● Provided data
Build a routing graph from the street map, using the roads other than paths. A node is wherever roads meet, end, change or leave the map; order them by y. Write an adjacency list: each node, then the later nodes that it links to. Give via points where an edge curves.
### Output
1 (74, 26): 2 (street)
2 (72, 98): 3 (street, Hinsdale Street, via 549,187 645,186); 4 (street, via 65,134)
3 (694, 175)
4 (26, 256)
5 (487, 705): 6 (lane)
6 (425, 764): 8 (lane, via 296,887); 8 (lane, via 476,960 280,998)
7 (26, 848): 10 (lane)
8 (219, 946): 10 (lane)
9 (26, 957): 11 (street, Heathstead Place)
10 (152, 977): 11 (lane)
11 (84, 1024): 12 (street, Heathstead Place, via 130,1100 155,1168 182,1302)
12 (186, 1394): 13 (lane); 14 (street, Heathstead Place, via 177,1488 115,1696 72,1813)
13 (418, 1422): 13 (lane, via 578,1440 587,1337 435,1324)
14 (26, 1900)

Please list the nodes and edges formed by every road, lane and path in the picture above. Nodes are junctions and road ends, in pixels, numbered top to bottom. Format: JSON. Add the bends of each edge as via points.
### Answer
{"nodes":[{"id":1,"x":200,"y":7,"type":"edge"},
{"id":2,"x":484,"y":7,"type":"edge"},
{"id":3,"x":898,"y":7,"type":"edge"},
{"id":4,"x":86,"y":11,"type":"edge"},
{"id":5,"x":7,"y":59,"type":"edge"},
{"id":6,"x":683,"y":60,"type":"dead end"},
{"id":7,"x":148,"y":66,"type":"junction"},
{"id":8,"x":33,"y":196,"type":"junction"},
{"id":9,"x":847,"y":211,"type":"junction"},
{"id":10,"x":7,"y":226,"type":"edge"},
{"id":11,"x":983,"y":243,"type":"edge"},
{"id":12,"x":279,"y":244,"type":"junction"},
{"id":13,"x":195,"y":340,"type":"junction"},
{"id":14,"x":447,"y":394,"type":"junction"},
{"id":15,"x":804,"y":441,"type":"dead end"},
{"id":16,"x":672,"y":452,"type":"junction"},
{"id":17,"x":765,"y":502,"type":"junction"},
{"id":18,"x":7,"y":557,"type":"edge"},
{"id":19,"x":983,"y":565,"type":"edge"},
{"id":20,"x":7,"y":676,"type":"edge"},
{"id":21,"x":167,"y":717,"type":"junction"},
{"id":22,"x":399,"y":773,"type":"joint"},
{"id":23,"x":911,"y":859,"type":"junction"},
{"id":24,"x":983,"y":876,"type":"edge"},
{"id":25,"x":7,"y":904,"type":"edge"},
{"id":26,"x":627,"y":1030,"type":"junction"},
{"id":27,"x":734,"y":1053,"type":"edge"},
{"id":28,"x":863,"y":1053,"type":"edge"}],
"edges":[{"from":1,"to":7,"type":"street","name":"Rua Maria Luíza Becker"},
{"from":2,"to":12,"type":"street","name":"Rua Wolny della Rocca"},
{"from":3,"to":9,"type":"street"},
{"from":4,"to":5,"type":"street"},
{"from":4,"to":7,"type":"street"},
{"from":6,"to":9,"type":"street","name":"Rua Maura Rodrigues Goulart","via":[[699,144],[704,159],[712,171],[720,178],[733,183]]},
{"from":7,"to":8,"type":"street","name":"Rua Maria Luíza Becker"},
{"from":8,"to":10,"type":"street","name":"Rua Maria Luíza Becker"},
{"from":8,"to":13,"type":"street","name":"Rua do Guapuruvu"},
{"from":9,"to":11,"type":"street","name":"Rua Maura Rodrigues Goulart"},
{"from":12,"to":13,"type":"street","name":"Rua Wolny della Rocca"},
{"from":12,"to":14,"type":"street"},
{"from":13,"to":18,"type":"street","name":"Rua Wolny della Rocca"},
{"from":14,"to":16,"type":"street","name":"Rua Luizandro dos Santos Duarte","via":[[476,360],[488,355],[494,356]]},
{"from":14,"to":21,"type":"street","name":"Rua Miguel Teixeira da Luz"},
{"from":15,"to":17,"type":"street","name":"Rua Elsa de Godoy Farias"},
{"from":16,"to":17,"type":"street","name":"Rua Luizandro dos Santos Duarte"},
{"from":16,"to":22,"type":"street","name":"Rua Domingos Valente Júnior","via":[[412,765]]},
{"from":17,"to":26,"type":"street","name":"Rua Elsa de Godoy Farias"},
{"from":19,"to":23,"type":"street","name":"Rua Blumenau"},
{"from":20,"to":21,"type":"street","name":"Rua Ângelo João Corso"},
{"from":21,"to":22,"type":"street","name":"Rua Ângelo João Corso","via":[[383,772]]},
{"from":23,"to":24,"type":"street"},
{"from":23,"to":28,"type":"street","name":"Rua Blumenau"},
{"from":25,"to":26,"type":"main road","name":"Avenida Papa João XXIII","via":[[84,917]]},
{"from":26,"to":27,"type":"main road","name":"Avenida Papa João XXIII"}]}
...
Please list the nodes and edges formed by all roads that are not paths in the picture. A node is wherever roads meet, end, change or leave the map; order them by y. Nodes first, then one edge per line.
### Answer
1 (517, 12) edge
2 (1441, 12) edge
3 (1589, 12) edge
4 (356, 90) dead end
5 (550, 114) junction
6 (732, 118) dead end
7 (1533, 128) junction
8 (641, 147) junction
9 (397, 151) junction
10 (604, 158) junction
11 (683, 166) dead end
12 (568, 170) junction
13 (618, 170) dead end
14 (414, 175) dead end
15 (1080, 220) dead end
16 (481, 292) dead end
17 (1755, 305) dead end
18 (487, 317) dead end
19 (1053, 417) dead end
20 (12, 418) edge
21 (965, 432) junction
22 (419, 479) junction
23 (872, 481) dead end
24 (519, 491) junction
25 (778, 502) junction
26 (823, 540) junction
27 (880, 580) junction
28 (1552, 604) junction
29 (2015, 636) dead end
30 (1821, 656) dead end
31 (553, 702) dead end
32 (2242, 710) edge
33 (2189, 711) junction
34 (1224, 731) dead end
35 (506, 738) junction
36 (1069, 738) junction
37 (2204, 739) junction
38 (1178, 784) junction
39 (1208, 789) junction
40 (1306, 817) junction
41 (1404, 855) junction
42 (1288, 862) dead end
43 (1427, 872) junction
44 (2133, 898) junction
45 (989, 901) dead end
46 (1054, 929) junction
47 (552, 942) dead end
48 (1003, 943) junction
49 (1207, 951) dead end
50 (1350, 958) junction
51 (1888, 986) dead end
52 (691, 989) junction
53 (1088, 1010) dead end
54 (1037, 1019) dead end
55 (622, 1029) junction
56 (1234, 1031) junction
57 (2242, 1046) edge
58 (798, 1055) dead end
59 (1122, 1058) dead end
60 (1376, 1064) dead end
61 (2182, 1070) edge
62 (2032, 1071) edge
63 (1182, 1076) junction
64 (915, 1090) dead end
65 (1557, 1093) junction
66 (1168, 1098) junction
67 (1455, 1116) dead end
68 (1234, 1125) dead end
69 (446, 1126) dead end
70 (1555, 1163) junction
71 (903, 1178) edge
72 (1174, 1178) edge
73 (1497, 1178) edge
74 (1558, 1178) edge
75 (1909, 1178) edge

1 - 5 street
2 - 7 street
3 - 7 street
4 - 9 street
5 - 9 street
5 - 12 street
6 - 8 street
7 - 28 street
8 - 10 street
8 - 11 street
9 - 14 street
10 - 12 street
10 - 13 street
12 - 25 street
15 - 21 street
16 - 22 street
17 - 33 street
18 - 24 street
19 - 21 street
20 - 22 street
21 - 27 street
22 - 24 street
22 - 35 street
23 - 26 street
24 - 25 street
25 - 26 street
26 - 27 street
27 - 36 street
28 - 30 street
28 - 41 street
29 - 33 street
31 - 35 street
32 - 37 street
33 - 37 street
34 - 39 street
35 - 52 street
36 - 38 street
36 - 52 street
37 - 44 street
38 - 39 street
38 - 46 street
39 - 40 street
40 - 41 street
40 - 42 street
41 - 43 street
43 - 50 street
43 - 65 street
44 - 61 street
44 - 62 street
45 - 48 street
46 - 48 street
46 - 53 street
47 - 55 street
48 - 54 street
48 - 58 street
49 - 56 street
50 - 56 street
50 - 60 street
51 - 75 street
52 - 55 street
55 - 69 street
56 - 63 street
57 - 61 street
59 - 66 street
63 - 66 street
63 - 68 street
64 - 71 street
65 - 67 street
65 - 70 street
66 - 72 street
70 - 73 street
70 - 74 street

● Task statement
The expected result is every line from the material above that includes "Maura".

● Exercise output
{"from":6,"to":9,"type":"street","name":"Rua Maura Rodrigues Goulart","via":[[699,144],[704,159],[712,171],[720,178],[733,183]]},
{"from":9,"to":11,"type":"street","name":"Rua Maura Rodrigues Goulart"},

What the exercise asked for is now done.